Formidable ... Readers first drawn to Choi through her National Book Award-winning Trust Exercise (2019)...will find here the same acute perception of emotional turmoil and a similarly serpentine reconsideration of disputed events ... In ambition and scope, Flashlight moves far beyond Choi’s celebrated academic novels or even her more political books ... With Flashlight, Choi’s appetite turns omnivorous. The claustrophobic atmosphere that made Trust Exercise so intense has exploded. She sweeps across decades and continents, gathering in her hands the cultural upheavals and political machinations of competing nations ... Catholic in its genre, shifting deftly from domestic drama to international thriller, from academic satire to bildungsroman ... The success of Flashlight stems from its ability to capture the minds of these characters with both sympathy and a touch of irony that provides just the distance we need to breathe ... [Choi] has...a narrator always ready to translate her adolescent fury into the most exquisitely precise language ... Choi’s storytelling method is calculating but uncompromising ... A hundred pages in, I felt like I was developing Stockholm syndrome with this novel: I couldn’t wait to escape its fierce control and then couldn’t wait to crawl back to it ... Although these various stories put tremendous pressure on Choi’s range, she never breaks a sweat. Intimate communities in the United States and Asia rise up in these pages with the same lived immediacy. It’s compelling—but also demanding in the ways of, say, Nathaniel Hawthorne’s relentless scrutiny ... I’m not a brevity fanatic. I understand that the elaborate ruminations of Flashlight are meant to convey the long, unresolvable agony of this family’s ordeal, but there are moments when the psychological coring performed on these characters produces nothing fresh. Too often, I was disappointed to finish a page and realize it could have been trimmed to a single crisp sentence ... Choi’s determination to chronicle every pulse of her characters’ lives is both the novel’s strength and its burden. Even a work this fascinating shouldn’t presume upon a reader’s infinite patience.

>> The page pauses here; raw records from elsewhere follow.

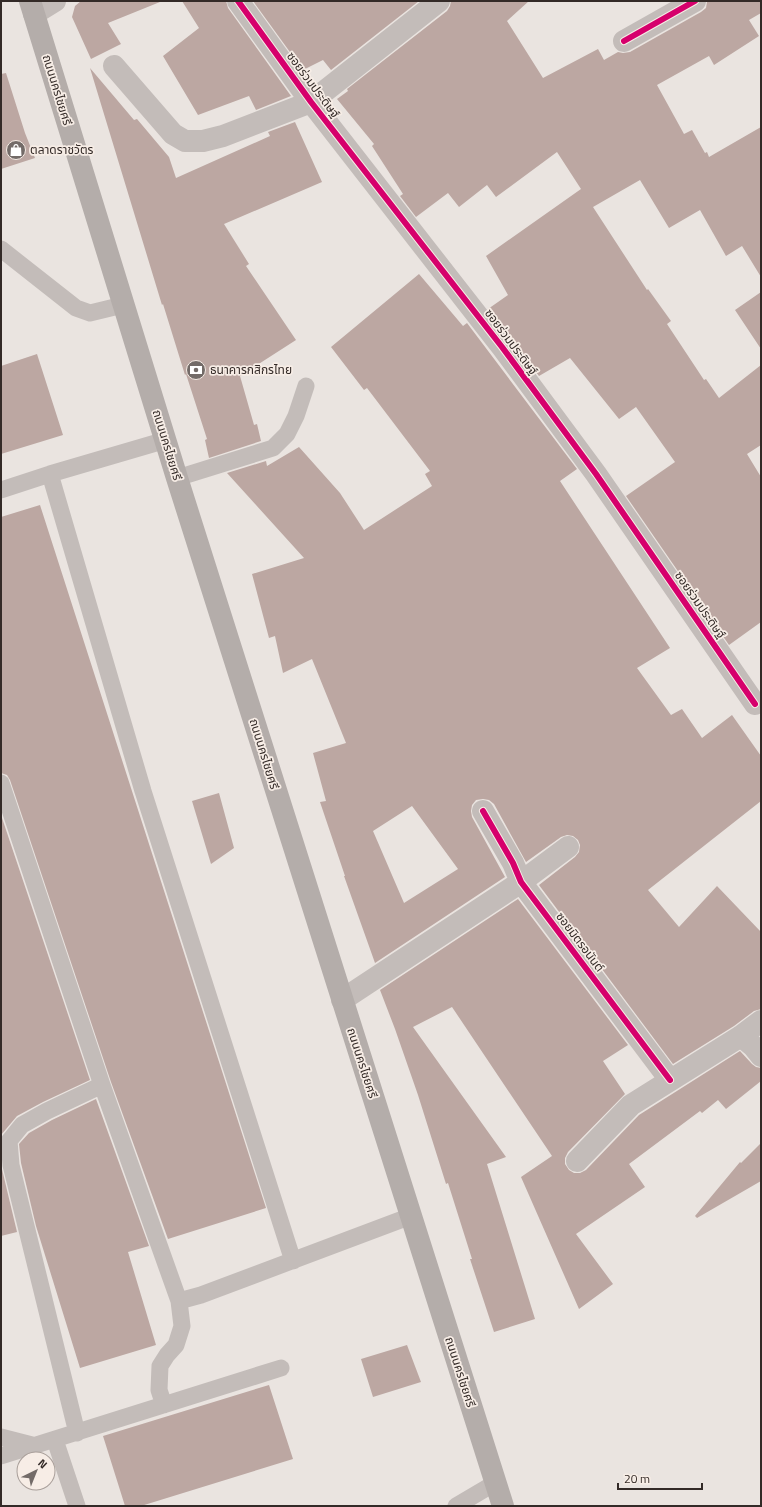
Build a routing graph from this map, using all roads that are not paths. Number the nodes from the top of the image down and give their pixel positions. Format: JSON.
{"nodes":[{"id":1,"x":55,"y":1,"type":"edge"},
{"id":2,"x":238,"y":1,"type":"edge"},
{"id":3,"x":439,"y":1,"type":"edge"},
{"id":4,"x":694,"y":1,"type":"edge"},
{"id":5,"x":32,"y":8,"type":"edge"},
{"id":6,"x":624,"y":41,"type":"dead end"},
{"id":7,"x":114,"y":66,"type":"dead end"},
{"id":8,"x":311,"y":102,"type":"junction"},
{"id":9,"x":1,"y":249,"type":"edge"},
{"id":10,"x":123,"y":305,"type":"junction"},
{"id":11,"x":306,"y":386,"type":"dead end"},
{"id":12,"x":166,"y":440,"type":"junction"},
{"id":13,"x":50,"y":474,"type":"junction"},
{"id":14,"x":177,"y":478,"type":"junction"},
{"id":15,"x":1,"y":490,"type":"edge"},
{"id":16,"x":755,"y":704,"type":"dead end"},
{"id":17,"x":1,"y":783,"type":"edge"},
{"id":18,"x":483,"y":811,"type":"dead end"},
{"id":19,"x":568,"y":847,"type":"dead end"},
{"id":20,"x":521,"y":882,"type":"junction"},
{"id":21,"x":342,"y":1000,"type":"junction"},
{"id":22,"x":761,"y":1021,"type":"edge"},
{"id":23,"x":741,"y":1036,"type":"junction"},
{"id":24,"x":761,"y":1056,"type":"edge"},
{"id":25,"x":670,"y":1080,"type":"junction"},
{"id":26,"x":102,"y":1085,"type":"junction"},
{"id":27,"x":577,"y":1161,"type":"dead end"},
{"id":28,"x":411,"y":1216,"type":"junction"},
{"id":29,"x":293,"y":1260,"type":"junction"},
{"id":30,"x":179,"y":1301,"type":"junction"},
{"id":31,"x":281,"y":1368,"type":"dead end"},
{"id":32,"x":164,"y":1405,"type":"junction"},
{"id":33,"x":76,"y":1433,"type":"junction"},
{"id":34,"x":1,"y":1437,"type":"edge"},
{"id":35,"x":55,"y":1440,"type":"junction"},
{"id":36,"x":36,"y":1446,"type":"junction"},
{"id":37,"x":1,"y":1456,"type":"edge"},
{"id":38,"x":496,"y":1483,"type":"junction"},
{"id":39,"x":77,"y":1506,"type":"edge"},
{"id":40,"x":456,"y":1506,"type":"edge"},
{"id":41,"x":503,"y":1506,"type":"edge"}],
"edges":[{"from":1,"to":5,"type":"street"},
{"from":2,"to":8,"type":"street","name":"ซอยร่วมประดิษฐ์"},
{"from":3,"to":8,"type":"street"},
{"from":4,"to":6,"type":"street"},
{"from":5,"to":10,"type":"main road","name":"ถนนนครไชยศรี"},
{"from":7,"to":8,"type":"street"},
{"from":8,"to":16,"type":"street","name":"ซอยร่วมประดิษฐ์"},
{"from":9,"to":10,"type":"lane"},
{"from":10,"to":12,"type":"main road","name":"ถนนนครไชยศรี"},
{"from":11,"to":14,"type":"lane"},
{"from":12,"to":13,"type":"lane"},
{"from":12,"to":14,"type":"main road","name":"ถนนนครไชยศรี"},
{"from":13,"to":15,"type":"lane"},
{"from":13,"to":29,"type":"lane"},
{"from":14,"to":21,"type":"main road","name":"ถนนนครไชยศรี"},
{"from":17,"to":26,"type":"lane"},
{"from":18,"to":20,"type":"street","name":"ซอยมิตรอนันต์"},
{"from":19,"to":20,"type":"street"},
{"from":20,"to":21,"type":"street"},
{"from":20,"to":25,"type":"street","name":"ซอยมิตรอนันต์"},
{"from":21,"to":28,"type":"main road","name":"ถนนนครไชยศรี"},
{"from":22,"to":23,"type":"street"},
{"from":23,"to":24,"type":"street"},
{"from":23,"to":25,"type":"street"},
{"from":25,"to":27,"type":"street"},
{"from":26,"to":30,"type":"lane"},
{"from":26,"to":33,"type":"lane"},
{"from":28,"to":29,"type":"lane"},
{"from":28,"to":38,"type":"main road","name":"ถนนนครไชยศรี"},
{"from":29,"to":30,"type":"lane"},
{"from":30,"to":32,"type":"lane"},
{"from":31,"to":32,"type":"lane"},
{"from":32,"to":33,"type":"lane"},
{"from":33,"to":35,"type":"lane"},
{"from":34,"to":36,"type":"lane"},
{"from":35,"to":36,"type":"lane"},
{"from":35,"to":39,"type":"lane"},
{"from":36,"to":37,"type":"lane"},
{"from":38,"to":40,"type":"lane"},
{"from":38,"to":41,"type":"main road","name":"ถนนนครไชยศรี"}]}
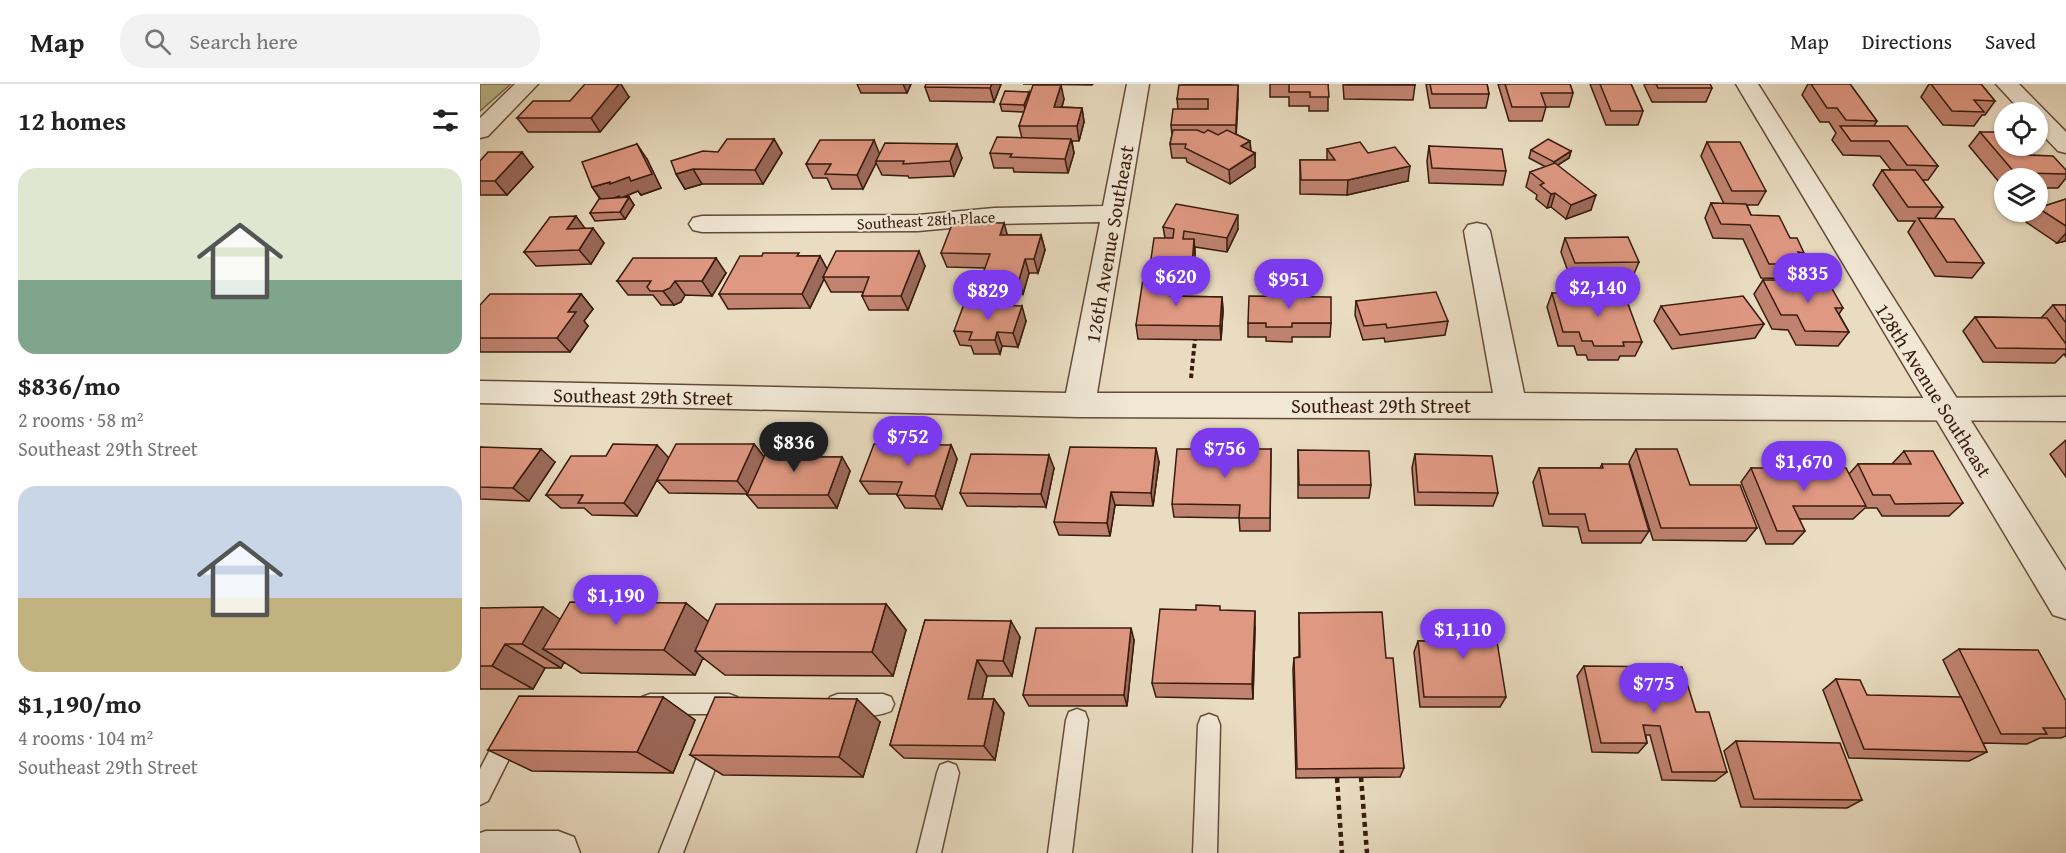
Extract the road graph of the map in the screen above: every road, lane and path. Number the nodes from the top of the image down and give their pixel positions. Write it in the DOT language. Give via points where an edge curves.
graph roads {
  1 [pos="527,84"];
  2 [pos="1138,84"];
  3 [pos="1747,84"];
  4 [pos="2007,84"];
  5 [pos="2024,102"];
  6 [pos="2048,127"];
  7 [pos="480,130"];
  8 [pos="2066,146"];
  9 [pos="1113,214"];
  10 [pos="702,224"];
  11 [pos="1477,231"];
  12 [pos="1195,339"];
  13 [pos="480,392"];
  14 [pos="1079,405"];
  15 [pos="1189,405"];
  16 [pos="1511,405"];
  17 [pos="2066,409"];
  18 [pos="1947,410"];
  19 [pos="2066,603"];
  20 [pos="624,704"];
  21 [pos="729,704"];
  22 [pos="753,704"];
  23 [pos="812,704"];
  24 [pos="883,704"];
  25 [pos="520,715"];
  26 [pos="1077,720"];
  27 [pos="1209,725"];
  28 [pos="948,773"];
  29 [pos="1361,777"];
  30 [pos="1337,778"];
  31 [pos="483,781"];
  32 [pos="486,853"];
  33 [pos="558,853"];
  34 [pos="671,853"];
  35 [pos="929,853"];
  36 [pos="1060,853"];
  37 [pos="1205,853"];
  38 [pos="1342,853"];
  39 [pos="1367,853"];
  1 -- 7 [label="street"];
  2 -- 9 [label="street, 126th Avenue Southeast"];
  3 -- 18 [label="street, 128th Avenue Southeast"];
  4 -- 5 [label="street"];
  6 -- 8 [label="street"];
  9 -- 10 [label="street, Southeast 28th Place" via="994,216 918,224"];
  9 -- 14 [label="street, 126th Avenue Southeast"];
  11 -- 16 [label="street"];
  12 -- 15 [label="path"];
  13 -- 14 [label="street, Southeast 29th Street"];
  14 -- 15 [label="street, Southeast 29th Street"];
  15 -- 16 [label="street, Southeast 29th Street"];
  16 -- 18 [label="street, Southeast 29th Street"];
  17 -- 18 [label="street, Southeast 29th Street"];
  18 -- 19 [label="street, 128th Avenue Southeast"];
  20 -- 21 [label="lane"];
  21 -- 22 [label="lane"];
  21 -- 34 [label="lane"];
  23 -- 24 [label="lane"];
  25 -- 31 [label="lane"];
  26 -- 36 [label="lane"];
  27 -- 37 [label="lane"];
  28 -- 35 [label="lane"];
  29 -- 39 [label="path"];
  30 -- 38 [label="path"];
  32 -- 33 [label="street"];
}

Choi’s (Trust Exercise, 2019) latest novel feels leisurely as she brilliantly shines the titular flashlight on each of her characters, catching their habits and quirks, exposing their intimacies ... pushes the boundaries of family, ethnicity, society, country, and history by challenging, parsing, and piecing together the complicated multitudes of tangled identities.
Choi's ability to make coincidences seem inevitable makes this a delicately balanced drama ... Choi feeds to readers seemingly disparate clues that coalesce in a tale of espionage and global conflict, and the heartrending ways in which world struggles play out in individual lives ... Choi has a gift for instilling empathy in readers as she shows her characters' flaws.
Never sentimental, never predictable, this aptly titled novel illuminates dark passages both fictional and real ... What’s sort of amazing is that a novel with such a locomotive of a plot—and give it a chance, because it doesn’t rev up right away—could just as reasonably be described as character-driven, devoted to unfurling the personalities and destinies of its three point-of-view characters ... This is not an easy novel, but it has important things to say, and Choi is a writer you can trust to make the journey worthwhile.
Ambitious if digressive ... Though long sections of character development often fail to gel with the main events, Choi’s well-shaded characters are also the book’s strongest element, particularly as she sharply delineates the difficult relationship between Louisa and Anne, who often treat each other more like housemates or acquaintances than mother and daughter. This gripping story of a family in crisis is tough to shake.